===== Dataset excerpts =====

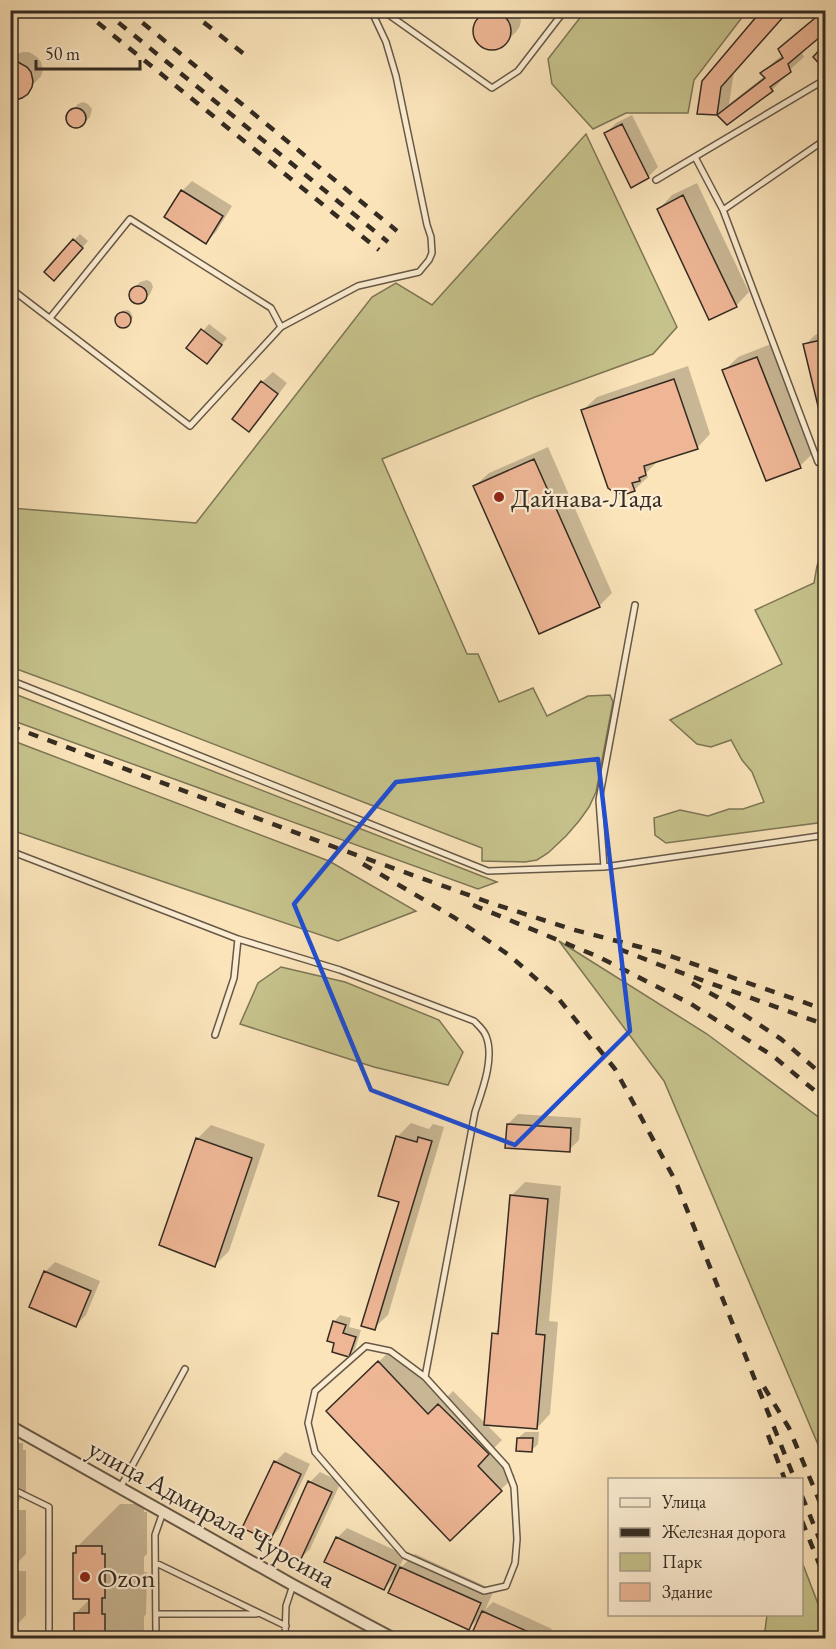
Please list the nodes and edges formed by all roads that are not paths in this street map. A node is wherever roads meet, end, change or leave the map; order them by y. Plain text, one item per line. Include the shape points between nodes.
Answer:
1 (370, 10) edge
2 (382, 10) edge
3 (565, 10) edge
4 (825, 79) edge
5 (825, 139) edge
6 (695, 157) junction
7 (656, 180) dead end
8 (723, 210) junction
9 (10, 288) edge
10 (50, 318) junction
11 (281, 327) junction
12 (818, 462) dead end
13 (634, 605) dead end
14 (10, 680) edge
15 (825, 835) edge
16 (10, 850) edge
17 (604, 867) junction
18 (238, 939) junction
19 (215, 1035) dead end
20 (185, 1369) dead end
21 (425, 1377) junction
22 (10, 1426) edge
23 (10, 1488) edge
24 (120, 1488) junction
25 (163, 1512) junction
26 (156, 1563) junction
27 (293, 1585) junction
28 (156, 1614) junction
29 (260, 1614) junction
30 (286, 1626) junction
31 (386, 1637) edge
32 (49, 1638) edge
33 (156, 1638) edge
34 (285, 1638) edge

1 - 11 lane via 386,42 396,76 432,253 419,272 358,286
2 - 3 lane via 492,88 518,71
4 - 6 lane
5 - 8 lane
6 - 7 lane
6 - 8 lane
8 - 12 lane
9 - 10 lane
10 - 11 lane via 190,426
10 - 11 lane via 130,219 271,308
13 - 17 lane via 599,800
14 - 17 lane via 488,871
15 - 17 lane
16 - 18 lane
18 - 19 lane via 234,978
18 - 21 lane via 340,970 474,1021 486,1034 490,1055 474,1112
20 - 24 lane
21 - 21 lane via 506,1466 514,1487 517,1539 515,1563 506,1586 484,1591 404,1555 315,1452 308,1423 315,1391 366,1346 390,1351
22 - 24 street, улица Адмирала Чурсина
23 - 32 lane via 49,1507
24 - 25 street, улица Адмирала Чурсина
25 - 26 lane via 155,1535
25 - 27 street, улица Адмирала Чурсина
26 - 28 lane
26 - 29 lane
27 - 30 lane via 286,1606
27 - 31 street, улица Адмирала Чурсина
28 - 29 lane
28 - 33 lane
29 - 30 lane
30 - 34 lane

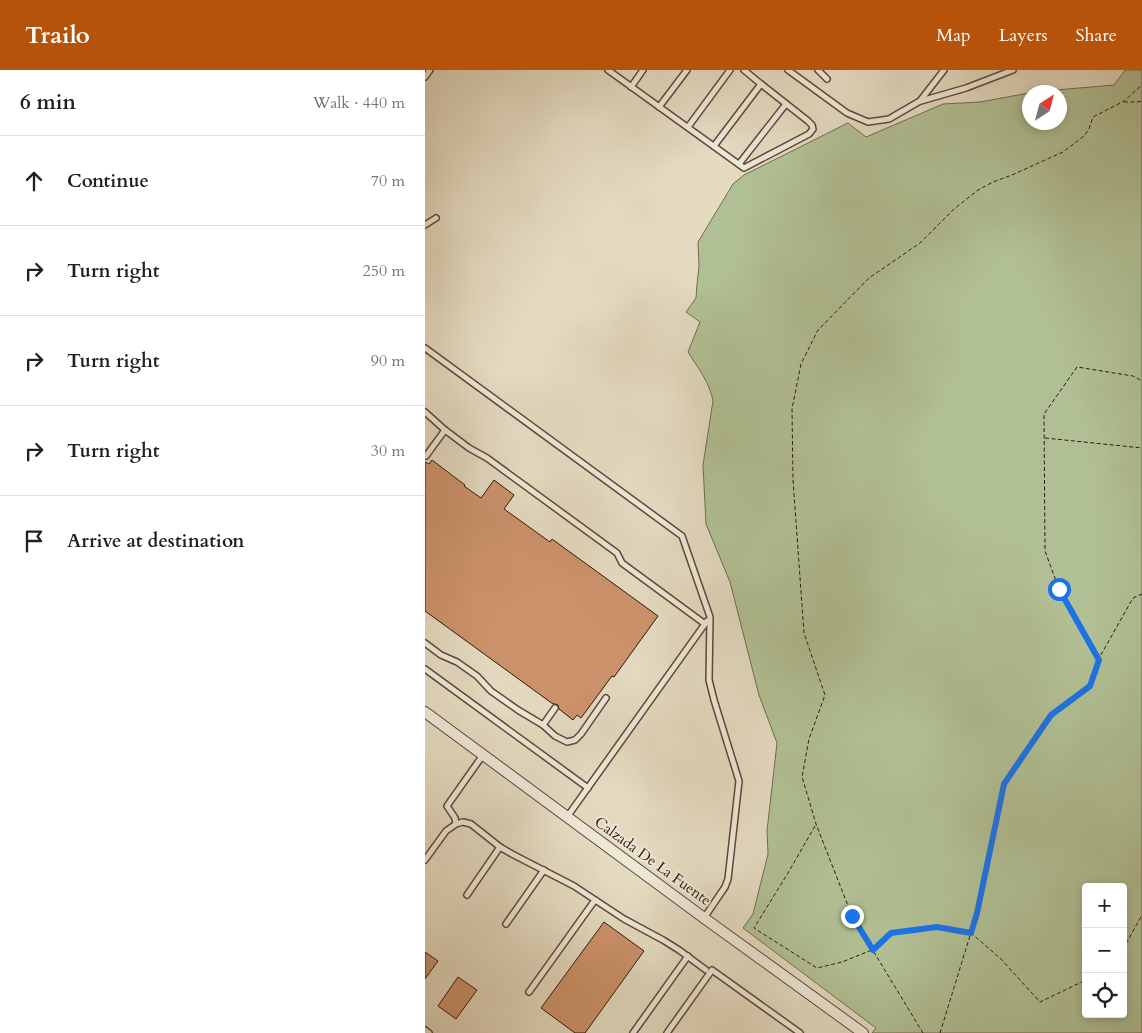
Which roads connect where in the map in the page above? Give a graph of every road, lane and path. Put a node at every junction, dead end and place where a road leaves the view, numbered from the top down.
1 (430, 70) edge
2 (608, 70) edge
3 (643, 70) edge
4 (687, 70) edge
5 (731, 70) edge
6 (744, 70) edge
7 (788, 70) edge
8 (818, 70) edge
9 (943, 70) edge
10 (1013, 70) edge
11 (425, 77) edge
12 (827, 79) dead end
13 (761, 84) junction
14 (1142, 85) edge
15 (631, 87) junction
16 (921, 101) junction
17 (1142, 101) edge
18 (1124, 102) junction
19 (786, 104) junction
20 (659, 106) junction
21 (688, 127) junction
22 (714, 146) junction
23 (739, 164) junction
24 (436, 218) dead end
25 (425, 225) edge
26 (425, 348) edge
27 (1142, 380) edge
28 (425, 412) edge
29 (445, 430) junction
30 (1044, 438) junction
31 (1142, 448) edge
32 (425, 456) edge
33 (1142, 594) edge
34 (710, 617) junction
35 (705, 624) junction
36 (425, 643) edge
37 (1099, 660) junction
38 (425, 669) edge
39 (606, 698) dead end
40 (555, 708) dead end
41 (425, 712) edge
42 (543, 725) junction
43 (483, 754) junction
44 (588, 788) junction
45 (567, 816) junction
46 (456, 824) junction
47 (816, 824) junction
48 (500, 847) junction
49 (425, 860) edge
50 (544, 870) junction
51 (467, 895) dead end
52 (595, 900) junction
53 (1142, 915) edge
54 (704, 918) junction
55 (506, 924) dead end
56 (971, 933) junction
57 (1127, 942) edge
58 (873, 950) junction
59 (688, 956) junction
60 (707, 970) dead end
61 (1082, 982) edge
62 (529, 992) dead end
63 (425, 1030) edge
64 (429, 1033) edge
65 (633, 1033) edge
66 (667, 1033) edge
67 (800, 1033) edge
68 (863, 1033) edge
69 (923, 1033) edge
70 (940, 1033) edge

=====

▸ **What you will do**:
Could you write out every record exactly, leaving the pictures out?

▸ **Expected answer**:
Please list the nodes and edges formed by all roads that are not paths in this street map. A node is wherever roads meet, end, change or leave the map; order them by y. Plain text, one item per line. Include the shape points between nodes.
Answer:
1 (370, 10) edge
2 (382, 10) edge
3 (565, 10) edge
4 (825, 79) edge
5 (825, 139) edge
6 (695, 157) junction
7 (656, 180) dead end
8 (723, 210) junction
9 (10, 288) edge
10 (50, 318) junction
11 (281, 327) junction
12 (818, 462) dead end
13 (634, 605) dead end
14 (10, 680) edge
15 (825, 835) edge
16 (10, 850) edge
17 (604, 867) junction
18 (238, 939) junction
19 (215, 1035) dead end
20 (185, 1369) dead end
21 (425, 1377) junction
22 (10, 1426) edge
23 (10, 1488) edge
24 (120, 1488) junction
25 (163, 1512) junction
26 (156, 1563) junction
27 (293, 1585) junction
28 (156, 1614) junction
29 (260, 1614) junction
30 (286, 1626) junction
31 (386, 1637) edge
32 (49, 1638) edge
33 (156, 1638) edge
34 (285, 1638) edge

1 - 11 lane via 386,42 396,76 432,253 419,272 358,286
2 - 3 lane via 492,88 518,71
4 - 6 lane
5 - 8 lane
6 - 7 lane
6 - 8 lane
8 - 12 lane
9 - 10 lane
10 - 11 lane via 190,426
10 - 11 lane via 130,219 271,308
13 - 17 lane via 599,800
14 - 17 lane via 488,871
15 - 17 lane
16 - 18 lane
18 - 19 lane via 234,978
18 - 21 lane via 340,970 474,1021 486,1034 490,1055 474,1112
20 - 24 lane
21 - 21 lane via 506,1466 514,1487 517,1539 515,1563 506,1586 484,1591 404,1555 315,1452 308,1423 315,1391 366,1346 390,1351
22 - 24 street, улица Адмирала Чурсина
23 - 32 lane via 49,1507
24 - 25 street, улица Адмирала Чурсина
25 - 26 lane via 155,1535
25 - 27 street, улица Адмирала Чурсина
26 - 28 lane
26 - 29 lane
27 - 30 lane via 286,1606
27 - 31 street, улица Адмирала Чурсина
28 - 29 lane
28 - 33 lane
29 - 30 lane
30 - 34 lane

Which roads connect where in the map in the page above? Give a graph of every road, lane and path. Put a node at every junction, dead end and place where a road leaves the view, numbered from the top down.
1 (430, 70) edge
2 (608, 70) edge
3 (643, 70) edge
4 (687, 70) edge
5 (731, 70) edge
6 (744, 70) edge
7 (788, 70) edge
8 (818, 70) edge
9 (943, 70) edge
10 (1013, 70) edge
11 (425, 77) edge
12 (827, 79) dead end
13 (761, 84) junction
14 (1142, 85) edge
15 (631, 87) junction
16 (921, 101) junction
17 (1142, 101) edge
18 (1124, 102) junction
19 (786, 104) junction
20 (659, 106) junction
21 (688, 127) junction
22 (714, 146) junction
23 (739, 164) junction
24 (436, 218) dead end
25 (425, 225) edge
26 (425, 348) edge
27 (1142, 380) edge
28 (425, 412) edge
29 (445, 430) junction
30 (1044, 438) junction
31 (1142, 448) edge
32 (425, 456) edge
33 (1142, 594) edge
34 (710, 617) junction
35 (705, 624) junction
36 (425, 643) edge
37 (1099, 660) junction
38 (425, 669) edge
39 (606, 698) dead end
40 (555, 708) dead end
41 (425, 712) edge
42 (543, 725) junction
43 (483, 754) junction
44 (588, 788) junction
45 (567, 816) junction
46 (456, 824) junction
47 (816, 824) junction
48 (500, 847) junction
49 (425, 860) edge
50 (544, 870) junction
51 (467, 895) dead end
52 (595, 900) junction
53 (1142, 915) edge
54 (704, 918) junction
55 (506, 924) dead end
56 (971, 933) junction
57 (1127, 942) edge
58 (873, 950) junction
59 (688, 956) junction
60 (707, 970) dead end
61 (1082, 982) edge
62 (529, 992) dead end
63 (425, 1030) edge
64 (429, 1033) edge
65 (633, 1033) edge
66 (667, 1033) edge
67 (800, 1033) edge
68 (863, 1033) edge
69 (923, 1033) edge
70 (940, 1033) edge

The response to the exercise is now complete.